From toilet flush to national grid in 20 days (Updated)
11 Oct 2010
Didcot, UK – UK households are cooking, and heating their homes with gas produced from human waste for the first time – using biomethane gas from a new unit at Didcot sewage works in Oxfordshire
The project at Didcot - a joint venture between Thames Water, British Gas and Scotia Gas Networks (SGN) - took six months to complete and cost £2.5 million. The new plant is expected to produce enough renewable gas to supply up to 200 homes.
Sewage arrives at the works from some of Thames Water’s 14 million customers to be treated and recycled back to the environment.
Sewage sludge is then treated further in warmed-up vats in a process called anaerobic digestion, where bacteria break down biodegradable material, yielding biogas. Impurities are removed from the biomethane before it is fed into the gas grid. (See fact file below for technical details).
The whole process - from flushing a toilet to gas being piped to people’s homes - takes around 20 days, the project team estimates.
Apart from the £2.5m capital investment, there are no additional costs are involved in producing gas via the new plant, compared to a conventional process, said an SGN spokesman.
“The fact that the digesters were already in situ meant that no additional work was required. The capital investment figure includes all feasibility, design and construction of plant and control systems,” he explained.
According to the spokesman, Didcot is effectively a demonstration project, providing a relatively low volume of gas to the grid and investigating to potential of contribution of biomethane-to-grid projects to renewable energy targets.
“[An] optimum project size [would] depend on the method of operation,” he explained. “For example, existing sewage treatment plants may have existing anaerobic digesters that can be used, whereas new plants would require them to be constructed and costs would therefore need to be assessed.”
As Martin Baggs, chief executive of Thames Water, stated: “We already produce £15m a year of electricity by burning biogas from the 2.8 billion litres a day of sewage produced by our 14 million customers. Feeding this renewable gas directly into the gas grid is the logical next step in our ’energy-from-waste’ business.”
According to Centrica, the average person produces 30kg – dried-out sewage sludge – of sewage per year that could be used for producing gas.
That, it said, means that the UK’s 62.5m people could, in theory, generate enough renewable gas to meet the annual demand of 200,000 homes, up to 1% of the UK’s population.
According to National Grid, biomethane from all sources could account for at least 15% of the domestic gas market by 2020.

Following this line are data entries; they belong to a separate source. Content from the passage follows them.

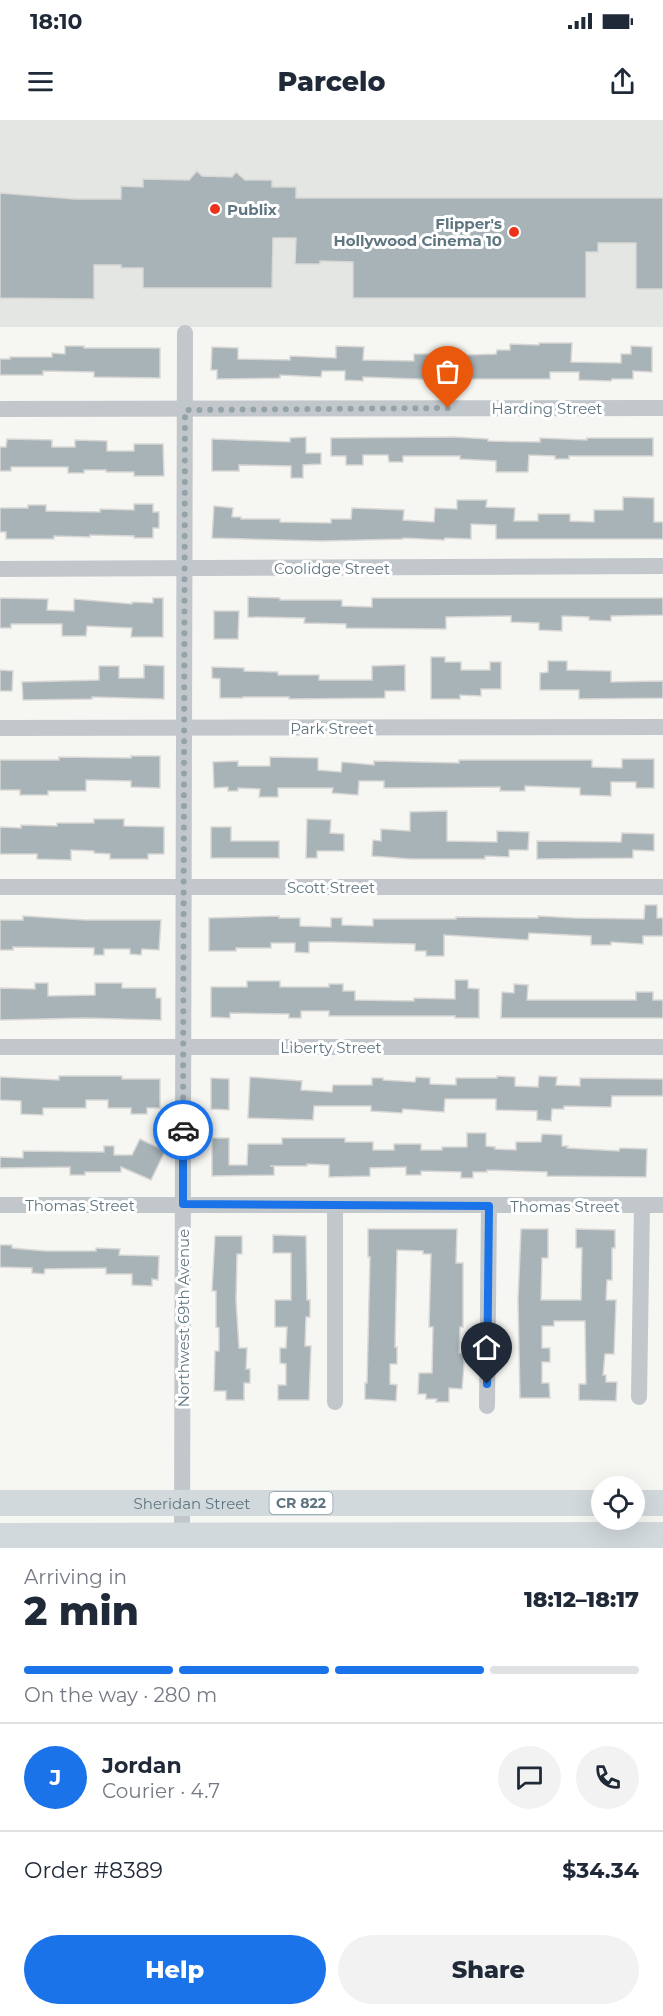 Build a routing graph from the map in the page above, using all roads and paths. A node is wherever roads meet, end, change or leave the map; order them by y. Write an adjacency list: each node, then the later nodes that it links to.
1 (185, 333): 4 (street, Northwest 69th Avenue)
2 (663, 408): 4 (street, Harding Street)
3 (0, 409): 4 (street, Harding Street)
4 (185, 410): 6 (street, Northwest 69th Avenue)
5 (663, 566): 6 (street, Coolidge Street)
6 (186, 568): 7 (street, Coolidge Street); 10 (street, Northwest 69th Avenue)
7 (0, 569)
8 (663, 727): 10 (street, Park Street)
9 (0, 728): 10 (street, Park Street)
10 (184, 728): 11 (street, Northwest 69th Avenue)
11 (185, 886): 12 (street, Scott Street); 13 (street, Scott Street); 14 (street, Northwest 69th Avenue)
12 (0, 887)
13 (663, 887)
14 (183, 1046): 15 (street, Liberty Street); 16 (street, Liberty Street); 17 (street, Northwest 69th Avenue)
15 (0, 1047)
16 (663, 1047)
17 (183, 1204): 18 (street, Thomas Street); 20 (street, Thomas Street); 27 (street, Northwest 69th Avenue)
18 (0, 1205)
19 (663, 1205): 22 (street, Thomas Street)
20 (335, 1206): 21 (street, Thomas Street); 24 (street)
21 (489, 1206): 22 (street, Thomas Street); 25 (street)
22 (642, 1206): 23 (street)
23 (639, 1397)
24 (335, 1402)
25 (487, 1406)
26 (0, 1503): 27 (main road, Sheridan Street / CR 822)
27 (183, 1503): 28 (main road, Sheridan Street / CR 822); 33 (street, Northwest 69th Avenue)
28 (591, 1503)
29 (645, 1503): 30 (main road)
30 (663, 1503)
31 (663, 1535): 33 (main road, CR 822)
32 (0, 1536): 33 (main road, CR 822)
33 (182, 1541)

Process equipment installed at the new facility and technical challenges involved:
1) Anaerobic Digesters: These were already in place at Didcot. These sealed tanks break down waste using microorganisms, extracting raw biogas and leaving a sludge that can be dried and used as fertiliser. Prior to implementation of the project, some of the biogas was used to heat the ADs but the rest was flared off and wasted. Challenges involved with the ADs are around keeping output up, especially in winter when the air is cold.
2) Gas clean-up plant: Often referred to as the “gas scrubber.” This removes impurities from the raw biogas, resulting in biomethane. Challenges include setting up the plant to deal with variable gas volumes.
3) Gas enrichment plant: The methane leaving the scrubber is not rich enough to satisfy the same exacting standards as fossil gas. Therefore, to ensure customers receiving biomethane are not disadvantaged, the gas is enriched with propane. Challenges include getting reliable enrichment at low flow rates.
4) Biomethane to Grid skid: This piece of equipment includes the meter to measure the energy flowing into the network, the analyser that ensures the biomethane produced meets Gas Safety regulations, odorising plant to add the characteristic smell that is added to all gas entering the network and pressure control equipment. Challenges have included designing a specification for this equipment to meet the characteristics of biomethane.
5) Telemetry: Flows into the network and outputs from the analyser are monitored in our System Control Room using telemetry so that any changes can be monitored in real time and information fed back to the biomethane producer and for metering purposes.